It used to be the case that federal prosecutors and regulators were the first to bring action against a corporate abuse, and plaintiff’s lawyers followed that with a class action lawsuit designed to obtain additional relief for harmed parties.
In the new Trump era, the federal government is increasingly abdicating that role. As Public Citizen points out, the Justice Department and other agencies have dropped scores of investigations of corporate lawbreaking.
Or else the DOJ is employing leniency practices that let companies off easy. For example, federal prosecutors just notified Liberty Mutual that the company will not be charged under the Foreign Corrupt Practices Act despite evidence that its subsidiary in India paid bribes to officials at six government-owned banks. Under the declination deal, no charges will be filed if Liberty Mutual disgorges $4.7 million in profits.
Future enforcement actions against companies are growing less and less likely as a result of deep staffing cuts at many regulatory agencies and because some of those agencies are now led by Trump allies pursuing a MAGA agenda.
The courts, especially at the appellate level, are doing little to impede this retreat from enforcement. The U.S. Supreme Court is, in effect, cheering it on.
Yet there is also good news from the courts: those plaintiff’s lawyers are not backing down. Here are some examples of their efforts:
A federal judge in New York just gave final approval to a settlement in which Mastercard agreed to pay $26 million to resolve allegations of racial and gender discrimination in its hiring practices.
A federal judge in Illinois gave final approval to a deal in which Cargill is paying $32 million to settle litigation in which it was accused of improperly sharing internal information with other turkey processors to limit price competition. In another case in the same court, a group of poultry processors agreed to pay $41 million for their anti-competitive practices.
Last month, a state jury in California awarded $314 million in damages to Android mobile device users who sued Google for transferring data from their devices without their consent for information harvesting and surveillance purposes.

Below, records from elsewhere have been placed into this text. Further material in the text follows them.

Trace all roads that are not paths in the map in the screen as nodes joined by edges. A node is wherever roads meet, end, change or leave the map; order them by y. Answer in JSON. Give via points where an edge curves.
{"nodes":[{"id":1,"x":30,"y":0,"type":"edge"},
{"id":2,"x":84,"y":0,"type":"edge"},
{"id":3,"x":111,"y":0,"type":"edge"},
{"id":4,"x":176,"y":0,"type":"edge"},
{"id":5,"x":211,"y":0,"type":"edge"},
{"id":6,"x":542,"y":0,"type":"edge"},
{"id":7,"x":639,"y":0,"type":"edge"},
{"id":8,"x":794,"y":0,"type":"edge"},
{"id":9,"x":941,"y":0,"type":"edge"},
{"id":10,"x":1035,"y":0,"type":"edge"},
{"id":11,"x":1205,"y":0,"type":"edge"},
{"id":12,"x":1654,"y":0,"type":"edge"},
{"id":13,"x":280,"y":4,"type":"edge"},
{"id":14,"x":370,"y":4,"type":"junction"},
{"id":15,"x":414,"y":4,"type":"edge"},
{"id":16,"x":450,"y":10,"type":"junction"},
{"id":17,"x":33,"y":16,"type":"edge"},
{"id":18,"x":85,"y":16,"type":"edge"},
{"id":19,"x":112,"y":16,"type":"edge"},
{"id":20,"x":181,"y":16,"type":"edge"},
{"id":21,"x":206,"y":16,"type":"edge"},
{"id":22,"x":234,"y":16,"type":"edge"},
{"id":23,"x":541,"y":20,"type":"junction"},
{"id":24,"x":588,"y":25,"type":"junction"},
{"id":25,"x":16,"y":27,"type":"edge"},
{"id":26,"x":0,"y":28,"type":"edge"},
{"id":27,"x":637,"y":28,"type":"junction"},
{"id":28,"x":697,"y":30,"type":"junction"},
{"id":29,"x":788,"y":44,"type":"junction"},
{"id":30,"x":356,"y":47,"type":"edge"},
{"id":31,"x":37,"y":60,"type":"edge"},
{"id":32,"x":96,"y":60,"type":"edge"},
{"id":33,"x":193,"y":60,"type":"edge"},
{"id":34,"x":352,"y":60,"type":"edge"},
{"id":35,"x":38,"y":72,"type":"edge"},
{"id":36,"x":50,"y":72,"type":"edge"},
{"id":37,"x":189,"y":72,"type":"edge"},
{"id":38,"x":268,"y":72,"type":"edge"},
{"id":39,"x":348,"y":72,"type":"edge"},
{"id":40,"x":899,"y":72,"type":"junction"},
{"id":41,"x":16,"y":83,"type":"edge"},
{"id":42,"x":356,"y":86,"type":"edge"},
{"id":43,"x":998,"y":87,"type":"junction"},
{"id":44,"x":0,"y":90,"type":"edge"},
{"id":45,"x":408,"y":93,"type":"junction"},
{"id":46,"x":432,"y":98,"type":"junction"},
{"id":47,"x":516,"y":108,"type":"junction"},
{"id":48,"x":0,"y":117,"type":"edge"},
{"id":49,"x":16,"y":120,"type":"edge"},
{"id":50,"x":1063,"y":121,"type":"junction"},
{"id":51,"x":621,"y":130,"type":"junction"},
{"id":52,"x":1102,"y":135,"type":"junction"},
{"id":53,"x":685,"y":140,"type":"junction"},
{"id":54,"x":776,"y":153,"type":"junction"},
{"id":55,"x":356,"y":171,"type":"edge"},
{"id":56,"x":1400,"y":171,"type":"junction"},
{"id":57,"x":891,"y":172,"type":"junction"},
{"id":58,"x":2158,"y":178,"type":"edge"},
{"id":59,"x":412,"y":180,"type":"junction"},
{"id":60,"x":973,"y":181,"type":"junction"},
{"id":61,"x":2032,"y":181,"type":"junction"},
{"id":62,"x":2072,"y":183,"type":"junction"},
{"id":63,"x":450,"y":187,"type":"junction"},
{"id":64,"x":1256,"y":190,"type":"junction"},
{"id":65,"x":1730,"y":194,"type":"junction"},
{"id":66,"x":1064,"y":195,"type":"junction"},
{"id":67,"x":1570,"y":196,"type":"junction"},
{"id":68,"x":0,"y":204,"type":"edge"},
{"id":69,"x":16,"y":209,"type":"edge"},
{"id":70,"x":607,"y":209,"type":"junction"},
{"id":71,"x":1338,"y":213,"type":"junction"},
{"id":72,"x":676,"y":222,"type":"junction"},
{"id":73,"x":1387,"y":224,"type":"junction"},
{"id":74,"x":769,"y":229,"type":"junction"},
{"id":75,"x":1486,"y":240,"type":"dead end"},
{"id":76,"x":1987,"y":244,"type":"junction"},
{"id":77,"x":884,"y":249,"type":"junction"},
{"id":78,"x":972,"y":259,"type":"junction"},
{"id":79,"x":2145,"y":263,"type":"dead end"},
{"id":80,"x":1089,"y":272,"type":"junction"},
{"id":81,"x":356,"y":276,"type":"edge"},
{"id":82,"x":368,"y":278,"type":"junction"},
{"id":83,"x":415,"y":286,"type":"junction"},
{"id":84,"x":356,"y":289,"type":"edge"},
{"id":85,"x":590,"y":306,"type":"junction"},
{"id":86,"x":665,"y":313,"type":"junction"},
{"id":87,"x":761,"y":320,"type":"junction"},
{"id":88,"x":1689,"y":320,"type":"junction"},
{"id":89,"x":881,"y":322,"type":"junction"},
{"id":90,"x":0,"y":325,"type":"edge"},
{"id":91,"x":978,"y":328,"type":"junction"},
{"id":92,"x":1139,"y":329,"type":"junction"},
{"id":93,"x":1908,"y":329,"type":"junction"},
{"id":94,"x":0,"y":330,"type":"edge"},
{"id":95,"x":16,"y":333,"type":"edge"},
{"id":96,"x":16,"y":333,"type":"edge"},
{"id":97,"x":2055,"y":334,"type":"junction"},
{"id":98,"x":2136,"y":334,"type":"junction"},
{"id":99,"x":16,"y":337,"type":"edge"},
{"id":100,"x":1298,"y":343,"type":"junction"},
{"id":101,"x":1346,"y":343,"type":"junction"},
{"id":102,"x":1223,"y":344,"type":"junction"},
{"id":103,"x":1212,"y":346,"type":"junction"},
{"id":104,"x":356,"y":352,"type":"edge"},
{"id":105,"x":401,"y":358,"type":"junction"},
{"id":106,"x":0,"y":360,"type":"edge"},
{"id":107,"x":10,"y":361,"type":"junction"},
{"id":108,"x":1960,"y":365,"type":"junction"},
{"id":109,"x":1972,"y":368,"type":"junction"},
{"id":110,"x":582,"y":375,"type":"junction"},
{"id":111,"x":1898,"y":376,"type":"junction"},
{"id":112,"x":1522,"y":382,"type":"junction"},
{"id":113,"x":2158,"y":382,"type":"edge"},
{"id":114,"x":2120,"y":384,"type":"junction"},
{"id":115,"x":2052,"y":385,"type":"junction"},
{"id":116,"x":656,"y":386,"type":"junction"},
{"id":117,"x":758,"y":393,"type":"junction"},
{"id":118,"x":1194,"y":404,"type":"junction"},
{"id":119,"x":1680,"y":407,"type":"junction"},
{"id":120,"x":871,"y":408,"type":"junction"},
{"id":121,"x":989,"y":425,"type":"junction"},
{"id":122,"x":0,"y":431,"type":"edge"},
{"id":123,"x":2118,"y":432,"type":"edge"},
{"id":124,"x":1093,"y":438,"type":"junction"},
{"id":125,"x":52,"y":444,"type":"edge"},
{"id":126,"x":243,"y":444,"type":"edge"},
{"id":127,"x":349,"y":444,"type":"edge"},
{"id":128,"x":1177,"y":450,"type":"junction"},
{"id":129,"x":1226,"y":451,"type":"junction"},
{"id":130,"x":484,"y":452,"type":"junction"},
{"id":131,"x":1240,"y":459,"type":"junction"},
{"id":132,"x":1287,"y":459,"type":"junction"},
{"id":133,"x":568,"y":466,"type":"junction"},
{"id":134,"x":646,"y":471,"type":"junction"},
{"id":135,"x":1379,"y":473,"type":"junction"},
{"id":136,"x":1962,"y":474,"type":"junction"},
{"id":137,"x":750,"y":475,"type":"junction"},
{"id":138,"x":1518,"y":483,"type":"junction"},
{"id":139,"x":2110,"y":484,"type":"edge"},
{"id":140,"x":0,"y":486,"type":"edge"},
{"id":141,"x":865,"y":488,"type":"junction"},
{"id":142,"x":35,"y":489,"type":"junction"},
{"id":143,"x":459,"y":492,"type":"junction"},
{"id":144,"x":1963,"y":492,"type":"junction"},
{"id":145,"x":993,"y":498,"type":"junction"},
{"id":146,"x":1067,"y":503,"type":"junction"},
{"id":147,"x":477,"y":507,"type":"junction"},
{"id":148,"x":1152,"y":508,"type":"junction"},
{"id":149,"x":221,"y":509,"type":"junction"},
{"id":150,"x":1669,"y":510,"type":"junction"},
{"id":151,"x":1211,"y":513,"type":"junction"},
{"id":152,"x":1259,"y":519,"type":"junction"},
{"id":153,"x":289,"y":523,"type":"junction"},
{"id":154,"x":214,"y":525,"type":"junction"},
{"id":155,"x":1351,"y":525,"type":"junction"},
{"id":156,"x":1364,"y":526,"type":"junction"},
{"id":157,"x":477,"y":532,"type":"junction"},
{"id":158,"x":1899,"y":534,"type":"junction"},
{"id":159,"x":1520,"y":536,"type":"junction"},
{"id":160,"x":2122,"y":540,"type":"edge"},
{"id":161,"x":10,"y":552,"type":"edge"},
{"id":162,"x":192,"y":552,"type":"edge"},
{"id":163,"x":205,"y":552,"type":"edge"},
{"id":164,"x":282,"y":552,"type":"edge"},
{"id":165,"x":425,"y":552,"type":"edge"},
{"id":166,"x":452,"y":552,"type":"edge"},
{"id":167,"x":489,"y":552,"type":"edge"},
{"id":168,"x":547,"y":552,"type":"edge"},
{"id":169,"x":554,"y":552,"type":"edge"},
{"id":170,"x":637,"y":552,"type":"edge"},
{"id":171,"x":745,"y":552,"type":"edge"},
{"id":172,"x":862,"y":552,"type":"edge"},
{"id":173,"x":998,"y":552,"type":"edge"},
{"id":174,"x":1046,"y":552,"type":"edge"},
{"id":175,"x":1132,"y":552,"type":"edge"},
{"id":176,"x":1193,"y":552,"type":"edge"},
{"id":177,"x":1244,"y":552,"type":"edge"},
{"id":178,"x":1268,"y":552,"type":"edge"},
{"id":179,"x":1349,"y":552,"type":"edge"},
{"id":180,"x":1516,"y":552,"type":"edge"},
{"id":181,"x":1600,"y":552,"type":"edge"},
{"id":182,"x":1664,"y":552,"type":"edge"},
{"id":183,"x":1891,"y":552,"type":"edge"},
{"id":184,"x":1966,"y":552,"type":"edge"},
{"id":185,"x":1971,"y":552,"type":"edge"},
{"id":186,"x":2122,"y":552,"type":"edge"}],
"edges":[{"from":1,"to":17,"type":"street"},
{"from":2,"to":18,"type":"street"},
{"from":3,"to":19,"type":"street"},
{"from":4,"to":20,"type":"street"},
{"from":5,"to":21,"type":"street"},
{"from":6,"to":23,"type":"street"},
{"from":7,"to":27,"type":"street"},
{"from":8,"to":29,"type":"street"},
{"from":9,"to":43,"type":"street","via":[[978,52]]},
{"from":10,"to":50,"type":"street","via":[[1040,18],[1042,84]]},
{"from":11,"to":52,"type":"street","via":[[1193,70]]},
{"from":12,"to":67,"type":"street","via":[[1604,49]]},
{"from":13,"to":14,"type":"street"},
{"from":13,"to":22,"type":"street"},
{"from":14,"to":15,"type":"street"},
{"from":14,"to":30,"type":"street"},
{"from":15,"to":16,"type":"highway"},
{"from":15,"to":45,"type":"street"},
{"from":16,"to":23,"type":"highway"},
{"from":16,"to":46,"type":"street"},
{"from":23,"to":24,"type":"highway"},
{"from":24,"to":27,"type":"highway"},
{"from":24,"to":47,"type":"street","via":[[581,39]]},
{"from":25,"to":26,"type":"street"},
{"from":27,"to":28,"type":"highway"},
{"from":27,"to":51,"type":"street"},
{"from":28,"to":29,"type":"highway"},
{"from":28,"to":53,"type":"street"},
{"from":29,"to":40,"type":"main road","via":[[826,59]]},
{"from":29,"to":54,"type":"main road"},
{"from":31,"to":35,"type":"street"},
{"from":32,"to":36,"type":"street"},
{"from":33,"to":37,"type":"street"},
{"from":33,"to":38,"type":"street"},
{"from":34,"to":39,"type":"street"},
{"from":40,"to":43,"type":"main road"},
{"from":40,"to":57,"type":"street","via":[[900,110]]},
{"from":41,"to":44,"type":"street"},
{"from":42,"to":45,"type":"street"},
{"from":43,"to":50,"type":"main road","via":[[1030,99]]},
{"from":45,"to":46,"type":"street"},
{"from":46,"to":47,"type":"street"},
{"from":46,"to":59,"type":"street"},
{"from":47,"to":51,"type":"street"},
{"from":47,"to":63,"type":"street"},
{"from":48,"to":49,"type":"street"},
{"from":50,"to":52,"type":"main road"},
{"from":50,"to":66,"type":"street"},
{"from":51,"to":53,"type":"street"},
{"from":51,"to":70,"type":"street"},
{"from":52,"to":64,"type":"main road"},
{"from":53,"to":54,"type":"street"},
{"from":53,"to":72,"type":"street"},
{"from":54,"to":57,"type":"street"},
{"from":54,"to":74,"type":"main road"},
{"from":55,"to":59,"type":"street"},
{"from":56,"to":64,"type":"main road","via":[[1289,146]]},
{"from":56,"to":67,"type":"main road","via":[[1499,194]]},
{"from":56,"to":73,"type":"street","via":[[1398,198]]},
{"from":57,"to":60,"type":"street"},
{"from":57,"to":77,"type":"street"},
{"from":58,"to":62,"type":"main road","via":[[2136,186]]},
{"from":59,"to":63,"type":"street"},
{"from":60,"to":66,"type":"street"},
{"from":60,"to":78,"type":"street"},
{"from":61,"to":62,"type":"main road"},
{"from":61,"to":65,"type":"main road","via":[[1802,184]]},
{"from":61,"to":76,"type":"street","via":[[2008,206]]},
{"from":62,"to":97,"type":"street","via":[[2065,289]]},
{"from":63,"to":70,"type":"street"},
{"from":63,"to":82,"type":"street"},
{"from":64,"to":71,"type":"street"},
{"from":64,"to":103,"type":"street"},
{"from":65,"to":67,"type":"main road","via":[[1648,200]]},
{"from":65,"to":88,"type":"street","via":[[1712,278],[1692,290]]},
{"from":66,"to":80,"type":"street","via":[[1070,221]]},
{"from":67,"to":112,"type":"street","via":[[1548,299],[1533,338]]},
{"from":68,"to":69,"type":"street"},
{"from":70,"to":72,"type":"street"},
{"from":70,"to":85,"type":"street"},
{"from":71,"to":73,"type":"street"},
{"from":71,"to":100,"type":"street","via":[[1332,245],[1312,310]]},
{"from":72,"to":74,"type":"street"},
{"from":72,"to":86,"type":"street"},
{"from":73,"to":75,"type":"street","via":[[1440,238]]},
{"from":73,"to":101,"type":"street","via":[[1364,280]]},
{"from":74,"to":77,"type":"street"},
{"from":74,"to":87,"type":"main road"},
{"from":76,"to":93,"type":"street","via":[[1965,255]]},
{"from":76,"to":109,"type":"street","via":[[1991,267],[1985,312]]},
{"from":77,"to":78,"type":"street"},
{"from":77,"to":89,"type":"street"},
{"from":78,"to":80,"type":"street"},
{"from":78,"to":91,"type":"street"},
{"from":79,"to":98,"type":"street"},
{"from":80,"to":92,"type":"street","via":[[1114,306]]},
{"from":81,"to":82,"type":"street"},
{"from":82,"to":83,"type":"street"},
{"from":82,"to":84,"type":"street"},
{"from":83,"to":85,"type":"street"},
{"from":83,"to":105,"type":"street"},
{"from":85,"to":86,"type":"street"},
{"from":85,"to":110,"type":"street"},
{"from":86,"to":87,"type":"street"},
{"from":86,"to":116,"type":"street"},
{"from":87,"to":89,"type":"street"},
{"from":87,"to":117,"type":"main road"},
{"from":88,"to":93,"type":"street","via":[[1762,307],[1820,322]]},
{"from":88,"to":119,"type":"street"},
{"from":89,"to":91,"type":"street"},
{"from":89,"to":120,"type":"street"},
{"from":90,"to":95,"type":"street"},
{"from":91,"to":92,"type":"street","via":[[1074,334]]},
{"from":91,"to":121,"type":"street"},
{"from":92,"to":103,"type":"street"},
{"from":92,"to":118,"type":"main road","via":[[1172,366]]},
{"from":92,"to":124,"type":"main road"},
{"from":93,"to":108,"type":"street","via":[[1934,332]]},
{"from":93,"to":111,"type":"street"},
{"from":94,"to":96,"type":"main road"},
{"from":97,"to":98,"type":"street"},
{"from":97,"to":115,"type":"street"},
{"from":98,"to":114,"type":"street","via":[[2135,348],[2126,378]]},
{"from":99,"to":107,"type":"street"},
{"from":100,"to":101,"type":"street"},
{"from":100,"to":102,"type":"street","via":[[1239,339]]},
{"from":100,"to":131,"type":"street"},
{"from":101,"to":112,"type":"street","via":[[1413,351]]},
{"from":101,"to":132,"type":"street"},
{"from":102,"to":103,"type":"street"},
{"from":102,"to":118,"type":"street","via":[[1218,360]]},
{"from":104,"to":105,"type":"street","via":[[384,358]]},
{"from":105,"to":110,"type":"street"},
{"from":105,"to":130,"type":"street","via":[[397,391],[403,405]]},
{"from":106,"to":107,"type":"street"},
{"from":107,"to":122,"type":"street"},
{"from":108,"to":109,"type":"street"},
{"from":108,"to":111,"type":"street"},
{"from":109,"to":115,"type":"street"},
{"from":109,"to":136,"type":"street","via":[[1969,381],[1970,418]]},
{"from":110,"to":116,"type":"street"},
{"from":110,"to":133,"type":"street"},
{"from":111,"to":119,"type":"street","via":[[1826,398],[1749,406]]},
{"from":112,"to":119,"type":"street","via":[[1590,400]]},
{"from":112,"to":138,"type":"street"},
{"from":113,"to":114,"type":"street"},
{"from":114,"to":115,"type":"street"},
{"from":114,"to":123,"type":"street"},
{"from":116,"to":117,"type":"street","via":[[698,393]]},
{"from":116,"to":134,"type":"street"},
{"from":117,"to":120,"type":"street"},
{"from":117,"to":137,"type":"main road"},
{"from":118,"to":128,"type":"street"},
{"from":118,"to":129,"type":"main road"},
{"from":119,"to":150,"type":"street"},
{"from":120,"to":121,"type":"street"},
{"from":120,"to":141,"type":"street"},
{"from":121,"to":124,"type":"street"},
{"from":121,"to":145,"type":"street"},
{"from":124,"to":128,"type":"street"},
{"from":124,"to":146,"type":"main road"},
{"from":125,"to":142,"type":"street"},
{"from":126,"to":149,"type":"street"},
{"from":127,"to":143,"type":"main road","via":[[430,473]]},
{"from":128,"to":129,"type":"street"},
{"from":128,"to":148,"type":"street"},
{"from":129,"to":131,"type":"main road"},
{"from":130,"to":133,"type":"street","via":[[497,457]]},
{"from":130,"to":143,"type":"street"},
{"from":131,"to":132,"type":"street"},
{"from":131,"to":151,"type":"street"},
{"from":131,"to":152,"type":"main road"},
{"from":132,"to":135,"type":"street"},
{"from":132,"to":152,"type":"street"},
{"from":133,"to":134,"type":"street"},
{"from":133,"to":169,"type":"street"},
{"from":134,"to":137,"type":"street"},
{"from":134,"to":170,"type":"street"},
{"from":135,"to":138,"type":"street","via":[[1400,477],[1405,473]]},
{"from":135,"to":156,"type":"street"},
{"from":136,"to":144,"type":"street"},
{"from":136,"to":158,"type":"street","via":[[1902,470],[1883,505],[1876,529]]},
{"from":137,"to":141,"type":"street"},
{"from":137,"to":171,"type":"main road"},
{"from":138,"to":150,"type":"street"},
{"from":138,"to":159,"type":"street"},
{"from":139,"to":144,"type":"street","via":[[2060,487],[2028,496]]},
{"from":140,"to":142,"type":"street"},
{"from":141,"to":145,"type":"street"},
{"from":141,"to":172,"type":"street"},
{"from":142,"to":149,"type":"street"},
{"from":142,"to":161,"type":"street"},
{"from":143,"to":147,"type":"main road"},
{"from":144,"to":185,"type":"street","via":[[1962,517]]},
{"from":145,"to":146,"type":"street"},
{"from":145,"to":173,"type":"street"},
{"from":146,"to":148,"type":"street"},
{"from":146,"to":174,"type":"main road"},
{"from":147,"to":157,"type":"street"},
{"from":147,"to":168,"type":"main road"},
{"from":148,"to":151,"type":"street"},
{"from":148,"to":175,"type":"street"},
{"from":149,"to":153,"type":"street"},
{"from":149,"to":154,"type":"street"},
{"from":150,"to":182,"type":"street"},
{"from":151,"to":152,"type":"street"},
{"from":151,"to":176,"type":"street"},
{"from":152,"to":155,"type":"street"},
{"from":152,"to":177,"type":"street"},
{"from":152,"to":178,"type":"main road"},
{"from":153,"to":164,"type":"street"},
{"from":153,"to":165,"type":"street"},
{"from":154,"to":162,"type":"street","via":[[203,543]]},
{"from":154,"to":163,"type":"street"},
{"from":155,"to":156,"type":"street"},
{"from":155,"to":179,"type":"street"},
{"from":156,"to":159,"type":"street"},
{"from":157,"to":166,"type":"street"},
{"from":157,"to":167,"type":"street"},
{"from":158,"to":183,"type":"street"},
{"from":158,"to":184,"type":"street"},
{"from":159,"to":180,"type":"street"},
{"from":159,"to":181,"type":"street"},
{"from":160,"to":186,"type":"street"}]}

DuPont became the latest chemical company to settle litigation relating to PFAS contamination when it agreed to pay $27 million to upstate New York residents whose drinking water was tainted.
General Motors agreed to pay $150 million to end a case involving the sale of vehicles with hidden engine defects that caused excessive oil consumption.
Capital One paid $425 million in a lawsuit alleging it deceptively advertised its 360 Savings accounts as high-interest products.
Phillips 66 is paying $12.5 million to resolve a lawsuit in which workers at its refineries in California claimed they were not given proper meal and rest breaks and were not compensated for time spent donning and doffing personal protective equipment.
These are but a small sample of the steady stream of class actions brought in federal and state courts on behalf of consumers, workers, and communities. Corporations and their allies have long disparaged such cases as frivolous lawsuits and have sought to limit them through so-called tort reform.
Today, nonetheless, they are increasingly the primary way in which corporate misconduct is being addressed.
Note: Violation Tracker documents more than 5,000 class action lawsuits in a dozen categories.